Task objective: Excluding pictures, give the entries again exactly as they appear.

Records provided Block Start

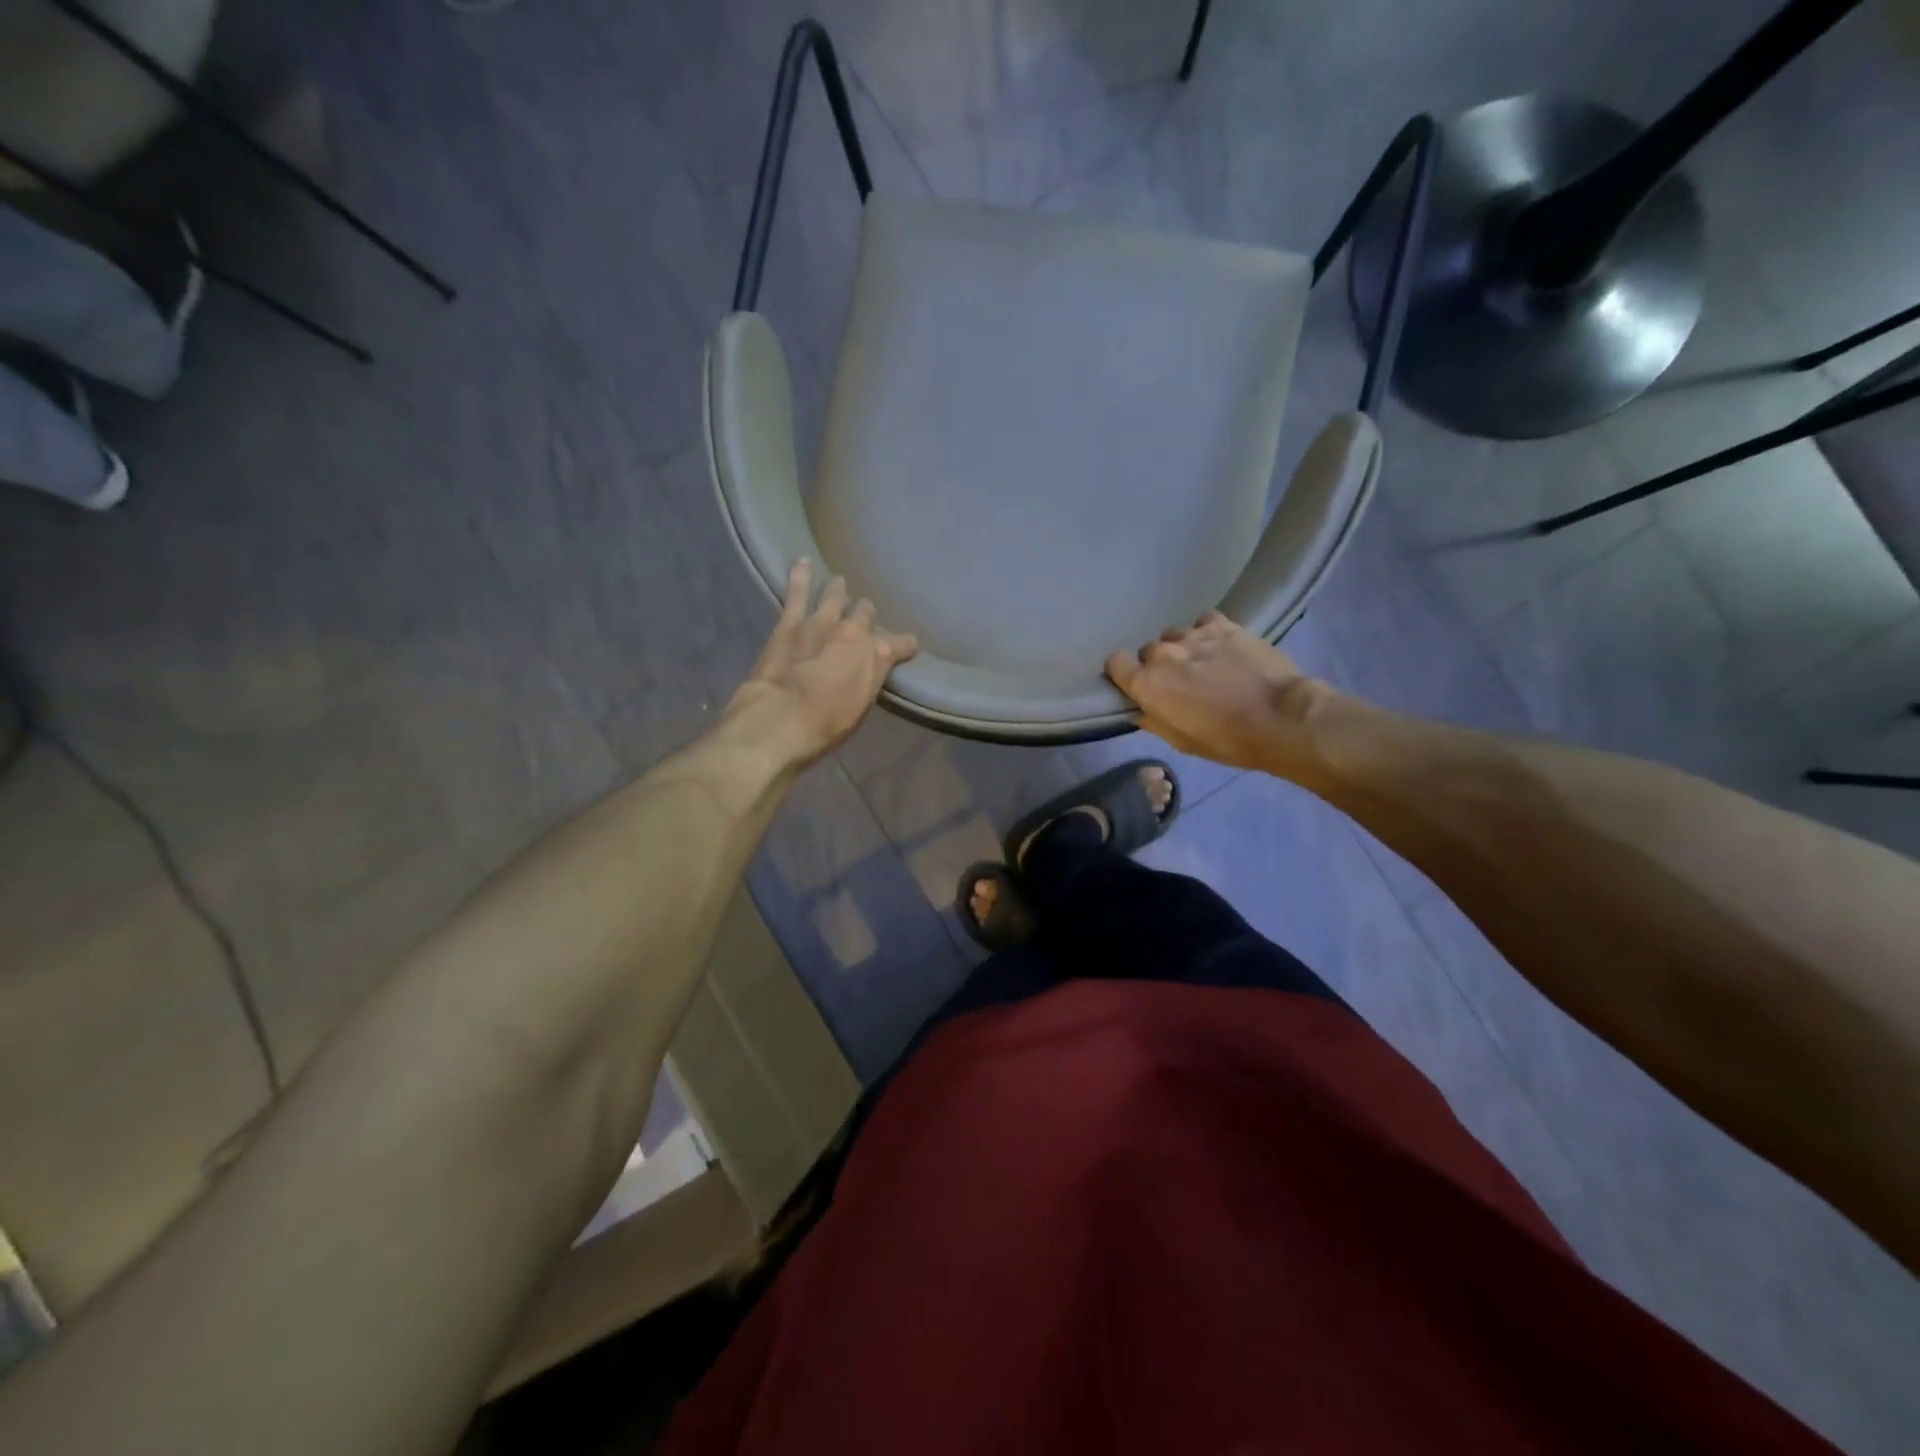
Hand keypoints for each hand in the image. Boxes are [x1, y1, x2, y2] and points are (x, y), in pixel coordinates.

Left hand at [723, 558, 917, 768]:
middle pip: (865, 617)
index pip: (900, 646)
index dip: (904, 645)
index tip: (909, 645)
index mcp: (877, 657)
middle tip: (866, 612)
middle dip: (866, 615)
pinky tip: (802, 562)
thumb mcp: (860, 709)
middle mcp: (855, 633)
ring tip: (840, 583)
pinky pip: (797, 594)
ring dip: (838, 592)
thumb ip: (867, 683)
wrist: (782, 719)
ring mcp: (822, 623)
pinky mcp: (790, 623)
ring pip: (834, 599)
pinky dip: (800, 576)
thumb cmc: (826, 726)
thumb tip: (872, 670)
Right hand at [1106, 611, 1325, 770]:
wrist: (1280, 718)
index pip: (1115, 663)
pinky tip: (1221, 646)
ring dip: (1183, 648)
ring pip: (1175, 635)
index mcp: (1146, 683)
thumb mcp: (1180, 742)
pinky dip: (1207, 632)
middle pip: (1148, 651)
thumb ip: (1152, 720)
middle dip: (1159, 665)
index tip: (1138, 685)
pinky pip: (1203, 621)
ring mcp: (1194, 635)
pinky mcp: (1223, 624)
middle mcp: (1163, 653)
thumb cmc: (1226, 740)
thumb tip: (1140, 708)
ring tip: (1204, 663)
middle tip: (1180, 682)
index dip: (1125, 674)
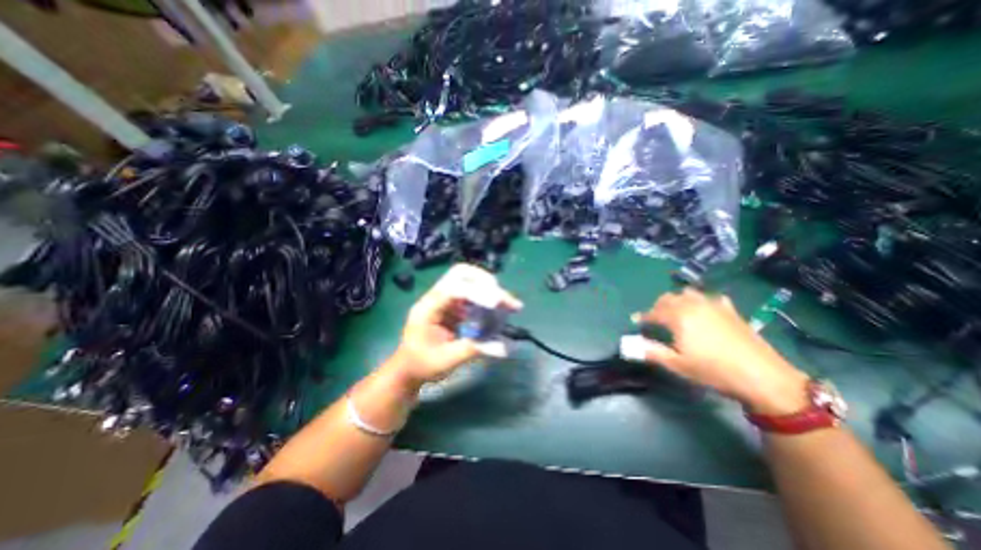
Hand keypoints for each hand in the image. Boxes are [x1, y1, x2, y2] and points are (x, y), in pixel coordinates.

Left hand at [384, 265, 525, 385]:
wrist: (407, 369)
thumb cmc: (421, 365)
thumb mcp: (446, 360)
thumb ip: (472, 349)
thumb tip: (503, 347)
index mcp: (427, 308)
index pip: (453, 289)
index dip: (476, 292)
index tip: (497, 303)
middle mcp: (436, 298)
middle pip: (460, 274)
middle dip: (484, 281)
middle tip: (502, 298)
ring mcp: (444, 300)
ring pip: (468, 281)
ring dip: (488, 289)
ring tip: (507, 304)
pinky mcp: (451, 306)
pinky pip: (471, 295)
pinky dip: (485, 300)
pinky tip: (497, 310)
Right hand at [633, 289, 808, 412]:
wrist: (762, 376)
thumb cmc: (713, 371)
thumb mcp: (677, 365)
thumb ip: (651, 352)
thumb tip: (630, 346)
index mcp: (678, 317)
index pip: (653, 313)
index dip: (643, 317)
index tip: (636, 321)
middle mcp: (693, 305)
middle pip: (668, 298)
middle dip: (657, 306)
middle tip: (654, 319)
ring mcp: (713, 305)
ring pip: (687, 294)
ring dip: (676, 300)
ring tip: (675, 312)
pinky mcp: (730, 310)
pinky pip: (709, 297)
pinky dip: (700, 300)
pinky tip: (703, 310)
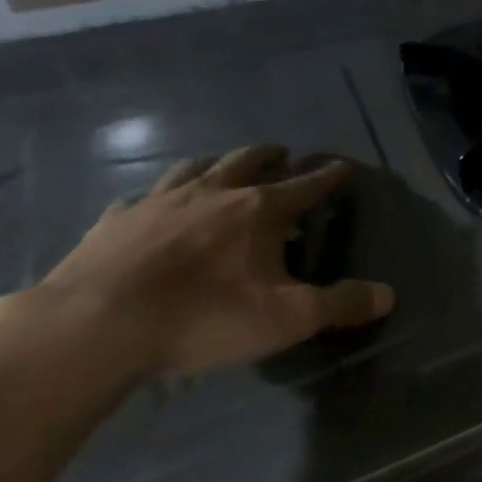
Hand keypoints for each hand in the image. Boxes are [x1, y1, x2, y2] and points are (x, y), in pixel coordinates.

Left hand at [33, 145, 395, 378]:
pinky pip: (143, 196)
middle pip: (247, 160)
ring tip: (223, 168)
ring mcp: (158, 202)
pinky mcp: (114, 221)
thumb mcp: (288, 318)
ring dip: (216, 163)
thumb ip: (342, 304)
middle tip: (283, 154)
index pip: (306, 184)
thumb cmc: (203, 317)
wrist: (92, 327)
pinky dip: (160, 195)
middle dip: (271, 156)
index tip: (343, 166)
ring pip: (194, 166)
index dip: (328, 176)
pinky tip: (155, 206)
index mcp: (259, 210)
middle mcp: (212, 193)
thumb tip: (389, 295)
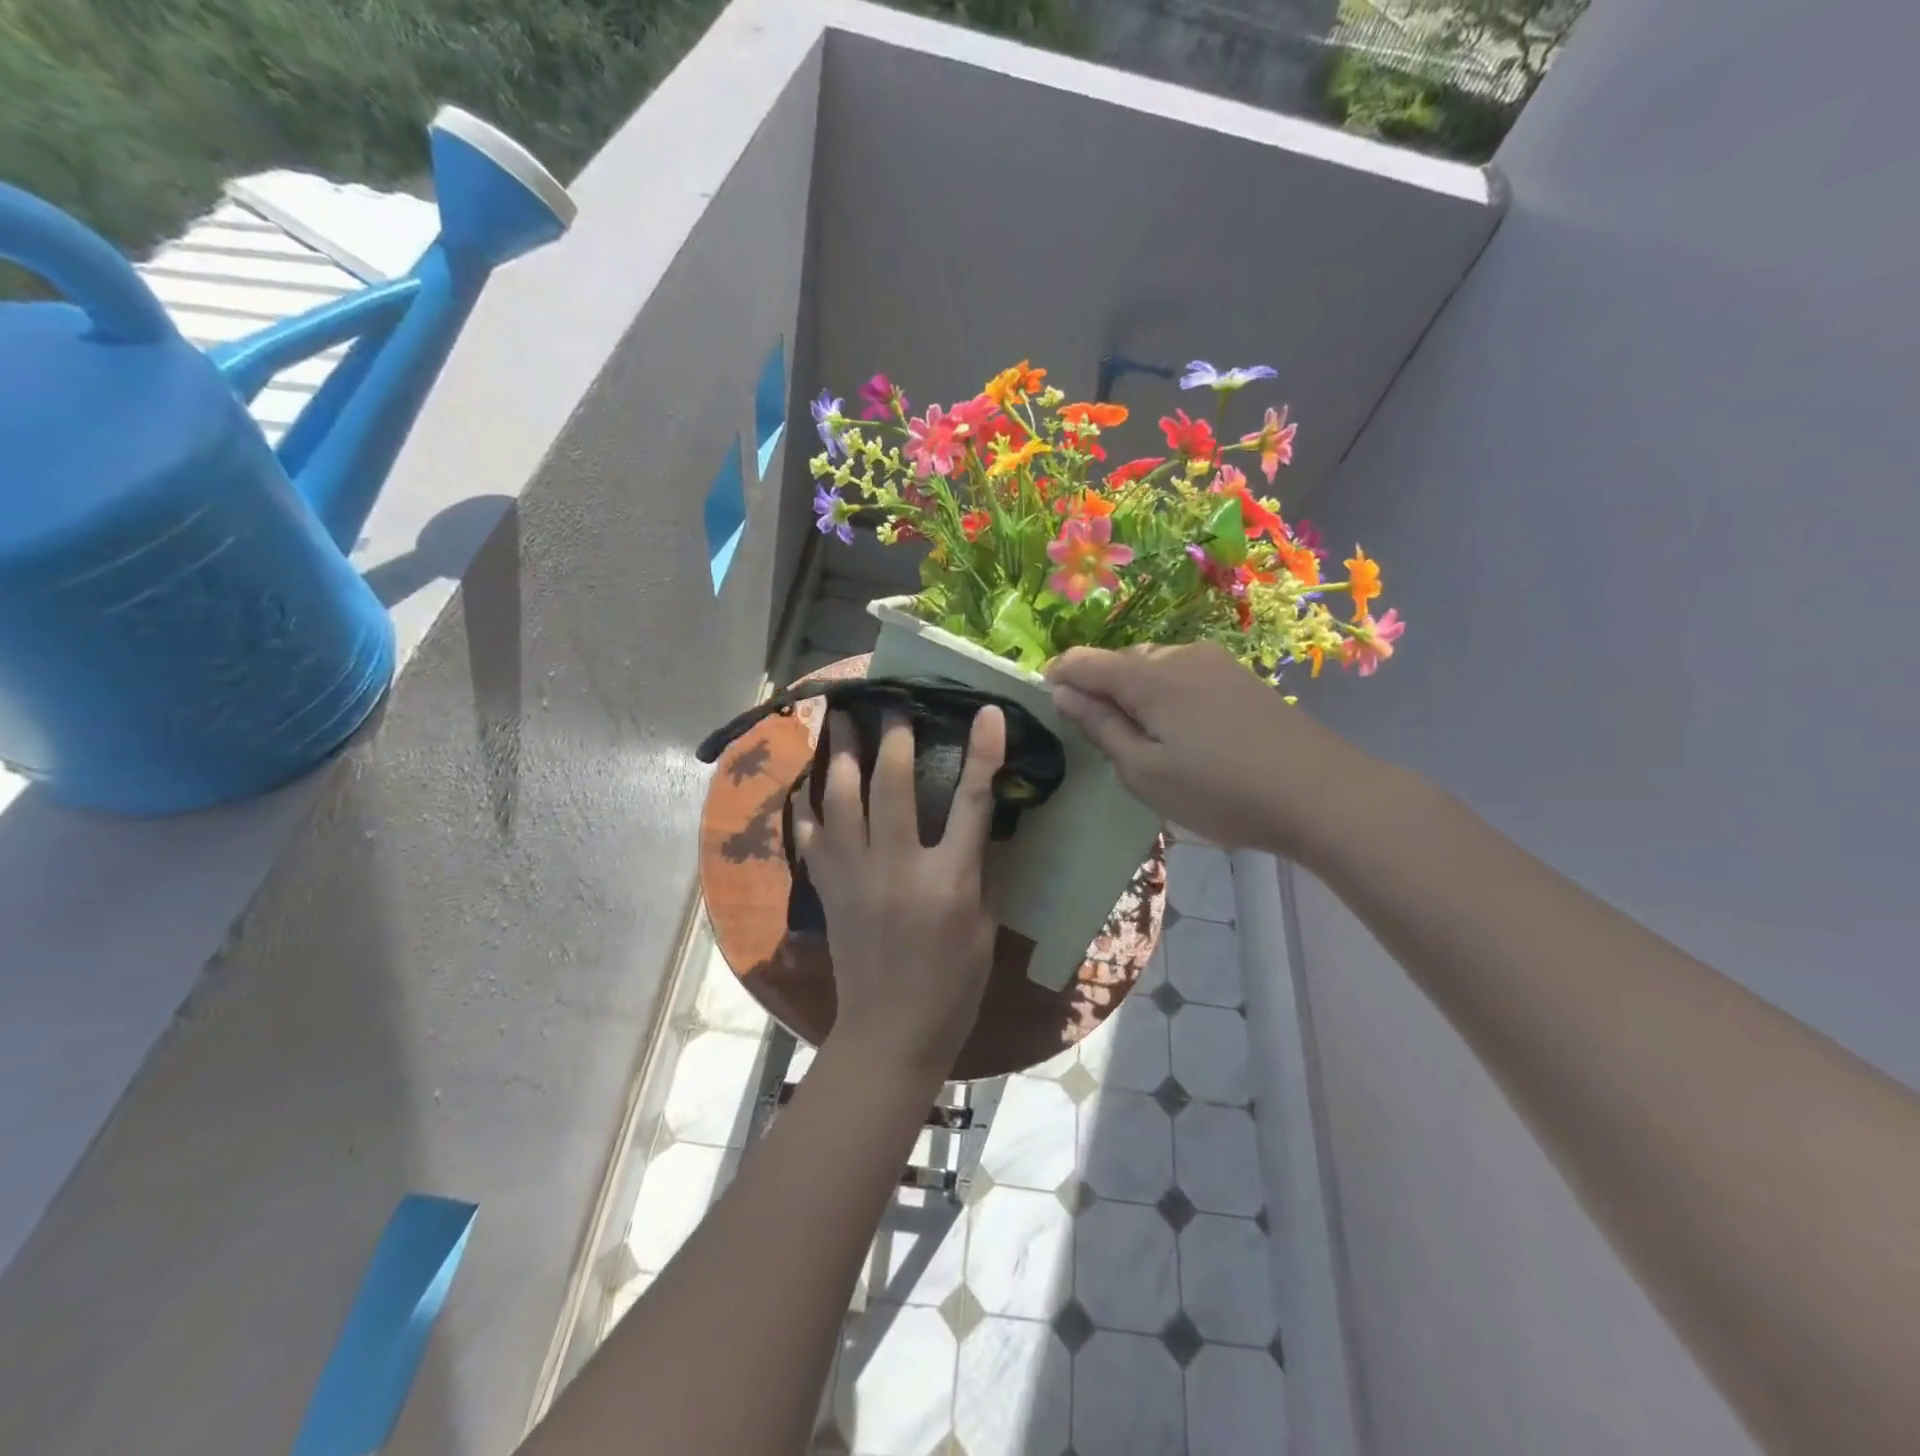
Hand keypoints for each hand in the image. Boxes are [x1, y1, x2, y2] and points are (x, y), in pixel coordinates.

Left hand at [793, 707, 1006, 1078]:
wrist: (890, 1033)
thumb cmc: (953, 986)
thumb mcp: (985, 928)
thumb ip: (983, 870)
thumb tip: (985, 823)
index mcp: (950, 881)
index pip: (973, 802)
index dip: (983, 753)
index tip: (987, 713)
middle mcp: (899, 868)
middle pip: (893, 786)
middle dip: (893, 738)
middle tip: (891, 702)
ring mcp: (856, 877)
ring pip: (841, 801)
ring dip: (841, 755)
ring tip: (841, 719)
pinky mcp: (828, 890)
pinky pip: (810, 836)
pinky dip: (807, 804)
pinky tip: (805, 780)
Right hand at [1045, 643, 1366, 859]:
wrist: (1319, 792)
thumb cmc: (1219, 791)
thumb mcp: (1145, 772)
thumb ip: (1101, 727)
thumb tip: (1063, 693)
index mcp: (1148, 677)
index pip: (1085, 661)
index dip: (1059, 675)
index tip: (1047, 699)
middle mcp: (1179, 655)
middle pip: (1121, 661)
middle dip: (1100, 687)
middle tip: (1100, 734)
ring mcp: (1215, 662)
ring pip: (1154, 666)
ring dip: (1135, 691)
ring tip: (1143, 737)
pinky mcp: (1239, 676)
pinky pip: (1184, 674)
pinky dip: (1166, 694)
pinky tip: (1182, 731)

Records provided Block End

Written solution:
Hand keypoints for each hand in the image. Boxes are [x1, y1, x2, y2] and points are (x, y), in pixel coordinates.

Left hand at [723, 558, 917, 768]:
middle pip: (865, 617)
index pip: (900, 646)
index dip: (904, 645)
index tip: (909, 645)
index mcp: (877, 657)
middle tip: (866, 612)
middle dip: (866, 615)
pinky tip: (802, 562)
thumb mcp: (860, 709)
middle mcp: (855, 633)
ring tip: (840, 583)
pinky pip: (797, 594)
ring dip: (838, 592)
thumb ip: (867, 683)
wrist: (782, 719)
ring mcp: (822, 623)
pinky mcp: (790, 623)
ring pip: (834, 599)
pinky dip: (800, 576)
thumb cmc: (826, 726)
thumb tip: (872, 670)
Right hand at [1106, 611, 1325, 770]:
wrist: (1280, 718)
index pip: (1115, 663)
pinky tip: (1221, 646)
ring dip: (1183, 648)
ring pip: (1175, 635)
index mcp: (1146, 683)
thumb mcp: (1180, 742)
pinky dip: (1207, 632)
middle pip: (1148, 651)
thumb ip: (1152, 720)
middle dip: (1159, 665)
index tip: (1138, 685)
pinky pip: (1203, 621)
ring mcp: (1194, 635)
pinky mcp: (1223, 624)
middle mcp: (1163, 653)
thumb cmc: (1226, 740)
thumb tip: (1140, 708)
ring tip: (1204, 663)
middle tip: (1180, 682)
index dip: (1125, 674)
Hand keypoints for each hand in the image. Boxes are [x1, y1, x2, y2] and points are (x, y), in pixel coordinates.

Left hand at [384, 265, 525, 385]:
wrist: (407, 369)
thumb cmc: (421, 365)
thumb mcp: (446, 360)
thumb ip: (472, 349)
thumb tip: (503, 347)
index mcp: (427, 308)
index pip: (453, 289)
index dip: (476, 292)
index tip: (497, 303)
middle mcp: (436, 298)
middle pip: (460, 274)
middle dip: (484, 281)
middle tip: (502, 298)
ring mcp: (444, 300)
ring pip: (468, 281)
ring dip: (488, 289)
ring tip: (507, 304)
pinky mcp: (451, 306)
pinky pip: (471, 295)
pinky dip: (485, 300)
pinky tip: (497, 310)
Right hand at [633, 289, 808, 412]:
wrist: (762, 376)
thumb cmc: (713, 371)
thumb mcp: (677, 365)
thumb ip: (651, 352)
thumb tip: (630, 346)
index mcp: (678, 317)
index pip: (653, 313)
index dip: (643, 317)
index tip: (636, 321)
middle mcp: (693, 305)
middle pip: (668, 298)
middle dip: (657, 306)
middle tip: (654, 319)
ring mcp: (713, 305)
ring pip: (687, 294)
ring dip: (676, 300)
ring tip: (675, 312)
pinky mcp: (730, 310)
pinky pip: (709, 297)
pinky dip: (700, 300)
pinky tip: (703, 310)
Hand keypoints for each hand in the image. Boxes are [x1, y1, x2, y2] and points are (x, y), in pixel coordinates.

Left hand at [33, 145, 395, 378]:
pinky pip: (143, 196)
middle pip: (247, 160)
ring tip: (223, 168)
ring mcp: (158, 202)
pinky mcp: (114, 221)
thumb mcp: (288, 318)
ring dip: (216, 163)
thumb ip: (342, 304)
middle tip: (283, 154)
index pip: (306, 184)
thumb cmc: (203, 317)
wrist: (92, 327)
pinky dip: (160, 195)
middle dip: (271, 156)
index tip: (343, 166)
ring pip: (194, 166)
index dip: (328, 176)
pinky tip: (155, 206)
index mcp: (259, 210)
middle mcp: (212, 193)
thumb tip: (389, 295)
Hand keypoints for each hand in the image. Boxes are [x1, y1, x2, y2] and points are (x, y), in pixel coordinates.

Left hand at [793, 707, 1006, 1078]:
wrist: (890, 1033)
thumb cmc: (953, 986)
thumb mcp: (985, 928)
thumb ip: (983, 870)
thumb tip: (985, 823)
index mcp: (950, 881)
index pip: (973, 802)
index dip: (983, 753)
index tip: (987, 713)
middle mcp: (899, 868)
middle pip: (893, 786)
middle dip: (893, 738)
middle tip: (891, 702)
ring mcp: (856, 877)
ring pip: (841, 801)
ring dip: (841, 755)
ring tip: (841, 719)
pinky mcp: (828, 890)
pinky pip: (810, 836)
pinky dip: (807, 804)
pinky tip: (805, 780)
Right hand at [1045, 643, 1366, 859]:
wrist: (1319, 792)
thumb cmc: (1219, 791)
thumb mcp: (1145, 772)
thumb ip: (1101, 727)
thumb tip: (1063, 693)
index mcp: (1148, 677)
index pip: (1085, 661)
index dip: (1059, 675)
index tip: (1047, 699)
middle mcp: (1179, 655)
middle pip: (1121, 661)
middle dip: (1100, 687)
middle tip: (1100, 734)
ring mcp: (1215, 662)
ring pip: (1154, 666)
ring dip: (1135, 691)
ring tip: (1143, 737)
pinky mcp: (1239, 676)
pinky pip: (1184, 674)
pinky dip: (1166, 694)
pinky tip: (1182, 731)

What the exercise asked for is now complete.